**Directions**
Each line of the data below containing "Lynn" needs to be listed.

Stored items
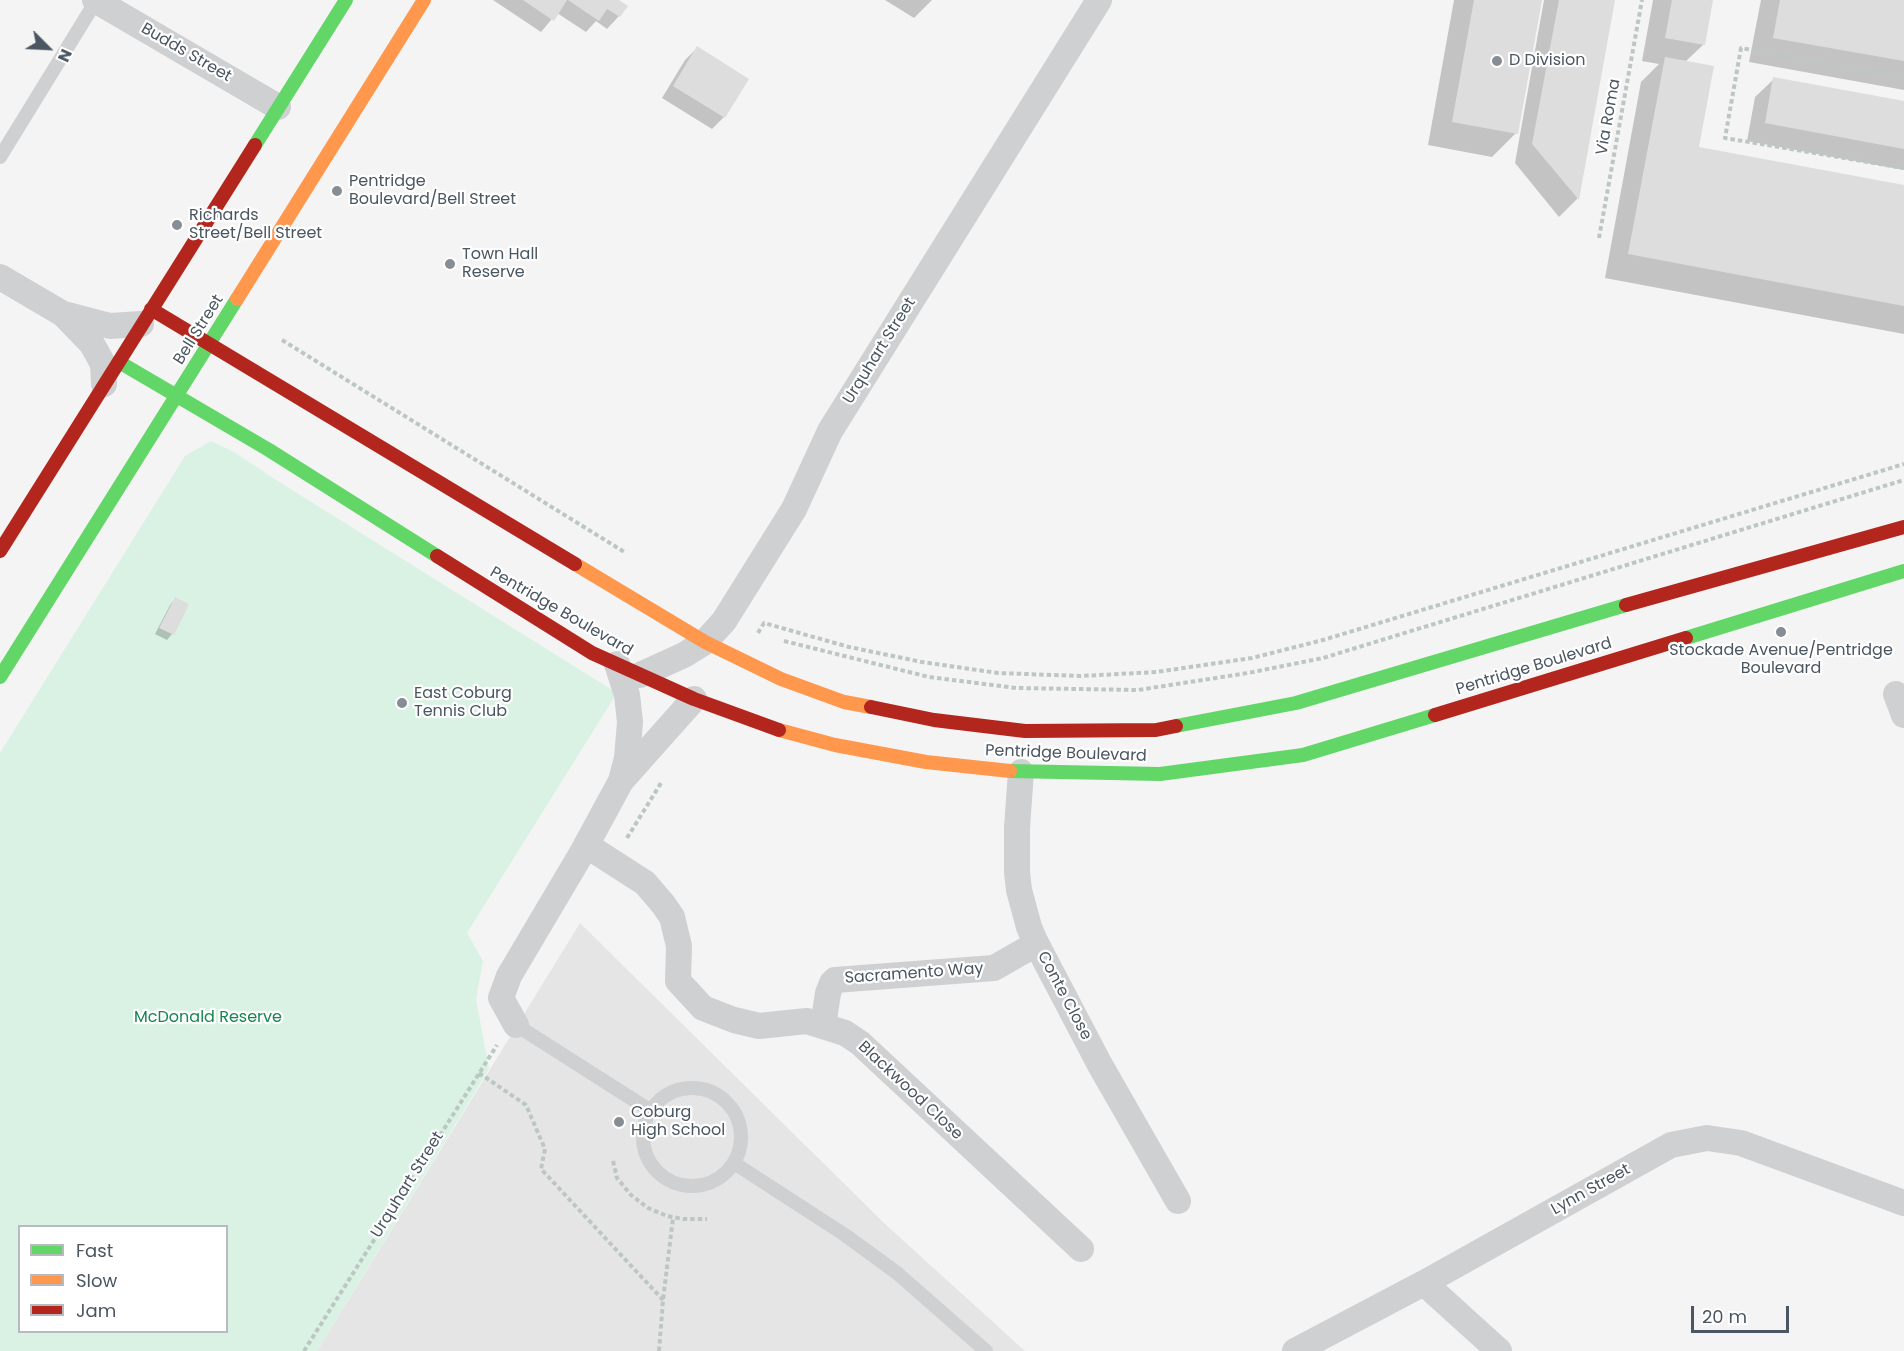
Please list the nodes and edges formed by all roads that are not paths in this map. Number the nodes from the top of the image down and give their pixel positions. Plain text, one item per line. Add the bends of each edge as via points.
1 (95, 0) edge
2 (346, 0) edge
3 (424, 0) edge
4 (1099, 0) edge
5 (278, 107) junction
6 (0, 157) edge
7 (0, 277) edge
8 (63, 314) junction
9 (146, 316) junction
10 (210, 343) junction
11 (119, 362) junction
12 (104, 384) junction
13 (177, 396) junction
14 (1904, 527) edge
15 (0, 551) edge
16 (1904, 571) edge
17 (1672, 591) junction
18 (1678, 609) dead end
19 (705, 642) junction
20 (628, 670) junction
21 (0, 676) edge
22 (694, 699) junction
23 (1022, 767) junction
24 (621, 781) junction
25 (586, 845) junction
26 (1036, 944) junction
27 (514, 1022) joint
28 (823, 1026) junction
29 (651, 1111) junction
30 (734, 1163) junction
31 (1178, 1201) dead end
32 (1904, 1203) edge
33 (1081, 1249) dead end
34 (1424, 1283) junction
35 (986, 1351) edge
36 (1294, 1351) edge
37 (1499, 1351) edge

1 - 5 street, Budds Street
1 - 6 lane
2 - 5 main road
3 - 10 main road, Bell Street
4 - 19 street, Urquhart Street via 830,431 794,509 766,556 724,621
5 - 9 main road
7 - 8 street
8 - 9 street via 110,326
8 - 12 street via 92,344 102,364
9 - 10 main road, Pentridge Boulevard
9 - 11 main road
10 - 13 main road, Bell Street
10 - 19 main road, Pentridge Boulevard
11 - 12 main road
11 - 13 main road, Pentridge Boulevard
12 - 15 main road
13 - 20 main road, Pentridge Boulevard via 582,647
13 - 21 main road, Bell Street
14 - 17 main road, Pentridge Boulevard
16 - 23 main road, Pentridge Boulevard via 1684,633 1303,755 1160,769
17 - 18 main road
17 - 19 main road, Pentridge Boulevard via 1296,703 1156,735 1025,736 844,702 781,679
19 - 20 street, Urquhart Street via 684,655
20 - 22 main road, Pentridge Boulevard
20 - 24 street via 630,723
22 - 23 main road, Pentridge Boulevard via 771,728 835,745 926,762
22 - 24 street
23 - 26 street, Conte Close via 1017,872
24 - 25 street
25 - 27 street via 509,976 501,998
25 - 28 street, Blackwood Close via 645,883 672,917 678,946 678,981 703,1008 759,1026 807,1022
26 - 28 street, Sacramento Way via 994,968 835,980 828,993
26 - 31 street, Conte Close
27 - 29 lane
28 - 33 street, Blackwood Close via 860,1043
29 - 30 lane via 664,1096 678,1090 708,1090 722,1097 739,1122 740,1144
29 - 30 lane via 645,1124 647,1157 657,1172 671,1181 687,1186 704,1185 720,1178
30 - 35 lane via 897,1273
32 - 34 street, Lynn Street via 1741,1143 1707,1138 1671,1145
34 - 36 street, Lynn Street
34 - 37 street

**Exercise answer**
32 - 34 street, Lynn Street via 1741,1143 1707,1138 1671,1145
34 - 36 street, Lynn Street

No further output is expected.